Stored items from a collection
________________________________________

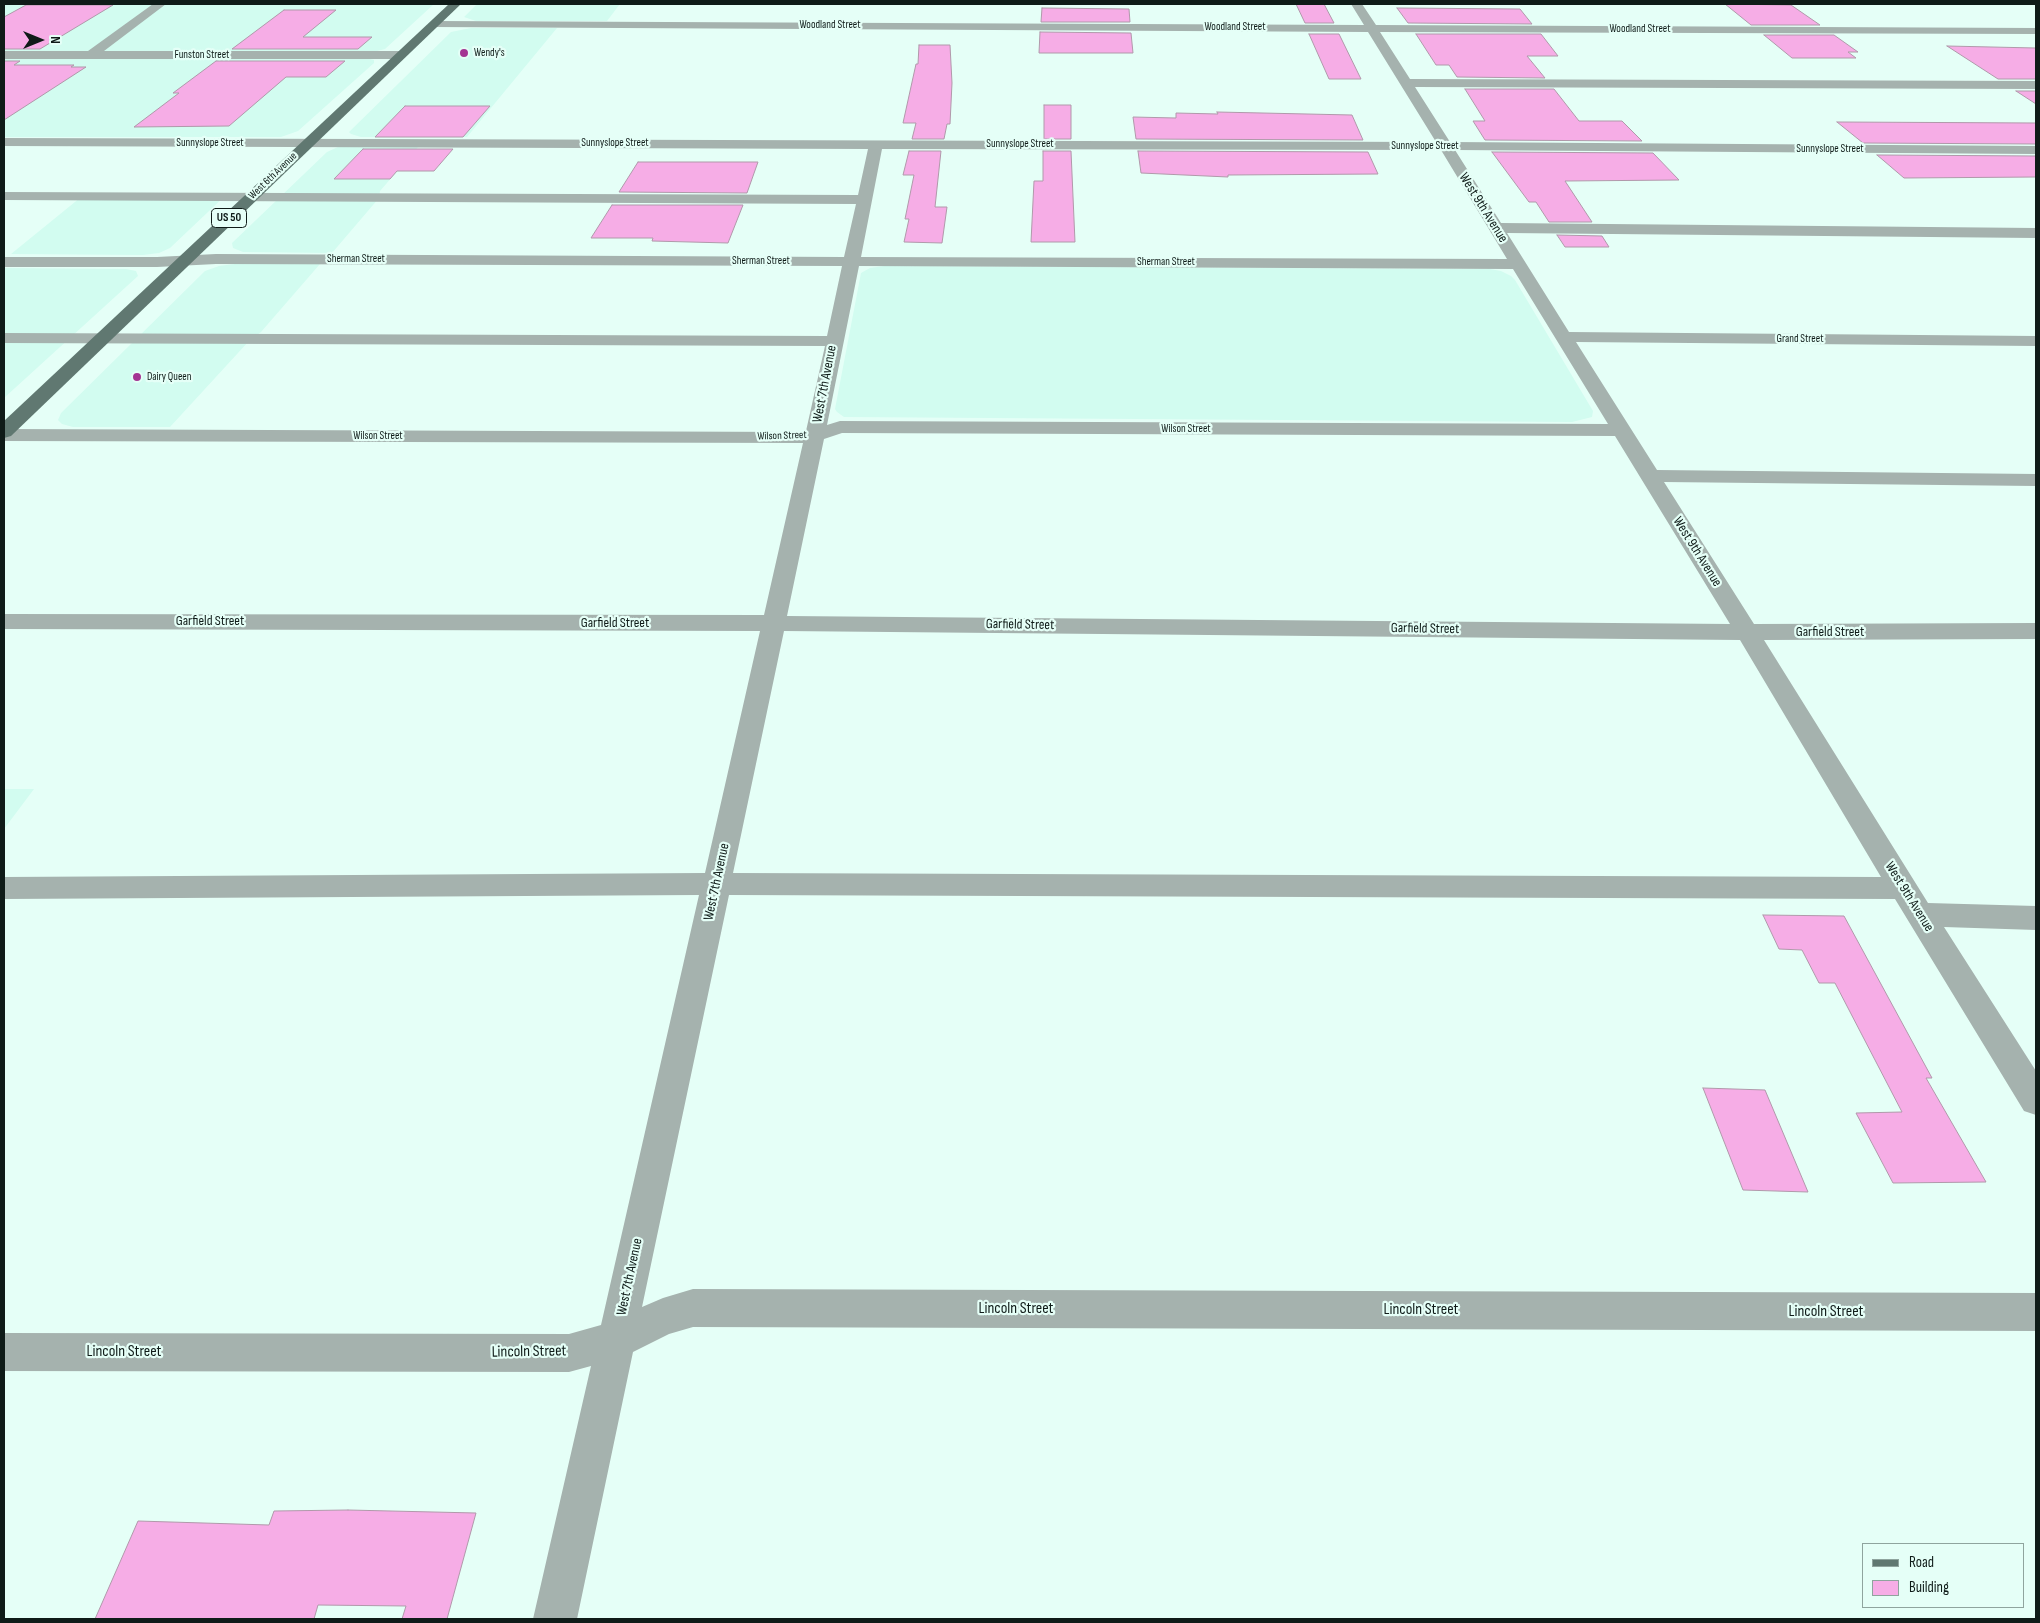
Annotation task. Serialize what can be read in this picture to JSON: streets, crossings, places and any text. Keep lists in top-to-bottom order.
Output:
{
  "streets": {
    "main road": ["West 6th Avenue", "US 50"],
    "street": [
      "Woodland Street",
      "Funston Street",
      "Sunnyslope Street",
      "West 9th Avenue",
      "Sherman Street",
      "Grand Street",
      "West 7th Avenue",
      "Wilson Street",
      "Garfield Street",
      "Lincoln Street"
    ]
  },
  "crossings": [
    ["Woodland Street", "West 6th Avenue"],
    ["Woodland Street", "West 9th Avenue"],
    ["Funston Street", "West 6th Avenue"],
    ["Sunnyslope Street", "West 6th Avenue"],
    ["Sunnyslope Street", "West 9th Avenue"],
    ["Sunnyslope Street", "West 7th Avenue"],
    ["West 6th Avenue", "Sherman Street"],
    ["West 6th Avenue", "Wilson Street"],
    ["West 9th Avenue", "Sherman Street"],
    ["West 9th Avenue", "Grand Street"],
    ["West 9th Avenue", "Wilson Street"],
    ["West 9th Avenue", "Garfield Street"],
    ["Sherman Street", "West 7th Avenue"],
    ["West 7th Avenue", "Wilson Street"],
    ["West 7th Avenue", "Garfield Street"],
    ["West 7th Avenue", "Lincoln Street"]
  ],
  "places": ["Wendy's", "Dairy Queen"],
  "legend": ["Road", "Building"],
  "north": "right"
}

________________________________________

## TASK INSTRUCTIONS
Before printing the records again, strip out the pictures; change nothing else.

## WORKED SOLUTION
Annotation task. Serialize what can be read in this picture to JSON: streets, crossings, places and any text. Keep lists in top-to-bottom order.
Output:
{
  "streets": {
    "main road": ["West 6th Avenue", "US 50"],
    "street": [
      "Woodland Street",
      "Funston Street",
      "Sunnyslope Street",
      "West 9th Avenue",
      "Sherman Street",
      "Grand Street",
      "West 7th Avenue",
      "Wilson Street",
      "Garfield Street",
      "Lincoln Street"
    ]
  },
  "crossings": [
    ["Woodland Street", "West 6th Avenue"],
    ["Woodland Street", "West 9th Avenue"],
    ["Funston Street", "West 6th Avenue"],
    ["Sunnyslope Street", "West 6th Avenue"],
    ["Sunnyslope Street", "West 9th Avenue"],
    ["Sunnyslope Street", "West 7th Avenue"],
    ["West 6th Avenue", "Sherman Street"],
    ["West 6th Avenue", "Wilson Street"],
    ["West 9th Avenue", "Sherman Street"],
    ["West 9th Avenue", "Grand Street"],
    ["West 9th Avenue", "Wilson Street"],
    ["West 9th Avenue", "Garfield Street"],
    ["Sherman Street", "West 7th Avenue"],
    ["West 7th Avenue", "Wilson Street"],
    ["West 7th Avenue", "Garfield Street"],
    ["West 7th Avenue", "Lincoln Street"]
  ],
  "places": ["Wendy's", "Dairy Queen"],
  "legend": ["Road", "Building"],
  "north": "right"
}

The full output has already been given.